Nacimiento de E.D – Capítulo 1849-1849.
Capítulo 1849-1849.
Noah no aceptó esa respuesta. En primer lugar, el rey Elbas no iba a afectar a la región. Su curiosidad solo quería estudiar su composición para replicarla en otros puntos de las zonas tormentosas.
Además, las dimensiones separadas podrían encargarse de la crianza de los subordinados. Incluso fue fácil para los expertos en ese nivel crear un espacio seguro donde criar nuevos dragones y cultivadores.
El rey Elbas compartió los pensamientos de Noah. Se sintió sofocante ver cómo su curiosidad se hacía añicos tan repentinamente. Casi se volvió loco al ver existencias poderosas negando sus merecidas respuestas.
«No lo entiendes, ¿verdad?» El dragón del tiempo preguntó cuando vio el ceño fruncido de Noah. «Es peculiar».

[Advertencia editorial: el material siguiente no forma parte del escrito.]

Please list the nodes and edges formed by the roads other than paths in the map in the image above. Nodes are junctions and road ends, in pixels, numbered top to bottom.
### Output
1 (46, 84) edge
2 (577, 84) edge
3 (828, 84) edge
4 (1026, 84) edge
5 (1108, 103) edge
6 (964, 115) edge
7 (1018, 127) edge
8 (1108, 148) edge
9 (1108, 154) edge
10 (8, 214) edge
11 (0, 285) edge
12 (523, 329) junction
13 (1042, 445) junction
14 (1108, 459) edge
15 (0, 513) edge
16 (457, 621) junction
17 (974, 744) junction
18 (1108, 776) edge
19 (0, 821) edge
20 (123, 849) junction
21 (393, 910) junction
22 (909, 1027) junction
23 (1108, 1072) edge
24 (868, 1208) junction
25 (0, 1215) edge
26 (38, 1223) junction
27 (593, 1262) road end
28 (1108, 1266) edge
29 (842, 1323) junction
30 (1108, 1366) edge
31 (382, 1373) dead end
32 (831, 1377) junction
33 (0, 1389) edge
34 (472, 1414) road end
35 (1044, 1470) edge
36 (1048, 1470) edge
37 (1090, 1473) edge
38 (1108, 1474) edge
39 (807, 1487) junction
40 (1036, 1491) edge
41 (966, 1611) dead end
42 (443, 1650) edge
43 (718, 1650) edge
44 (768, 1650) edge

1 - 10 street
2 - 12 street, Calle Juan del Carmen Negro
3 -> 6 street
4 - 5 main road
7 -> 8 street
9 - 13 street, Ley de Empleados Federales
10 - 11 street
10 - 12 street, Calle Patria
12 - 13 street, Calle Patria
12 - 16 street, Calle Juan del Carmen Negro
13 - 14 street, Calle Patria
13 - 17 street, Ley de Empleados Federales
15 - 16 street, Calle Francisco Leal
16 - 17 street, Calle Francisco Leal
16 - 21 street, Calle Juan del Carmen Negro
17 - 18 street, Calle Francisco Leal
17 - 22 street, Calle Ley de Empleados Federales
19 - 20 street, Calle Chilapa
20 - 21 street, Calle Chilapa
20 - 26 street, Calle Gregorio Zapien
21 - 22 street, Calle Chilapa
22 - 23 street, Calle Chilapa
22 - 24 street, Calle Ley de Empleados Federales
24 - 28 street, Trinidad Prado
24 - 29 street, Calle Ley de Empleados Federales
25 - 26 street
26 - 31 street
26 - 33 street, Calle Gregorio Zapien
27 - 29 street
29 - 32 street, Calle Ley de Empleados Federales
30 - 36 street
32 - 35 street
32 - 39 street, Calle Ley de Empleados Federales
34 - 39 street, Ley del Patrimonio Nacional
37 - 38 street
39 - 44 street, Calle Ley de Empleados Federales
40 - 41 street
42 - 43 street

«Eventualmente tendremos el poder de cubrir la totalidad de las regiones tormentosas con estas regiones peculiares», explicó Noah. «¿Por qué detenernos ahora? ¿Por qué estás protegiendo estas áreas?»
«La singularidad tiene un costo», anunció el dragón del tiempo. «Tu amigo tiene razón. Estas tierras son eventos aleatorios pero inevitables, y eso las hace perfectas para nuestra tarea. Son la prueba de que el nuevo sistema del Cielo y la Tierra tiene fallas».
Noah se quedó sin palabras durante unos segundos ante esa revelación. Podía ver las zonas muertas como expresiones de los defectos del Cielo y la Tierra, pero no se dio cuenta por completo de lo importantes que eran. Todavía no pudo comprender la totalidad de su significado, pero el dragón del tiempo no dudó en reanudar su explicación.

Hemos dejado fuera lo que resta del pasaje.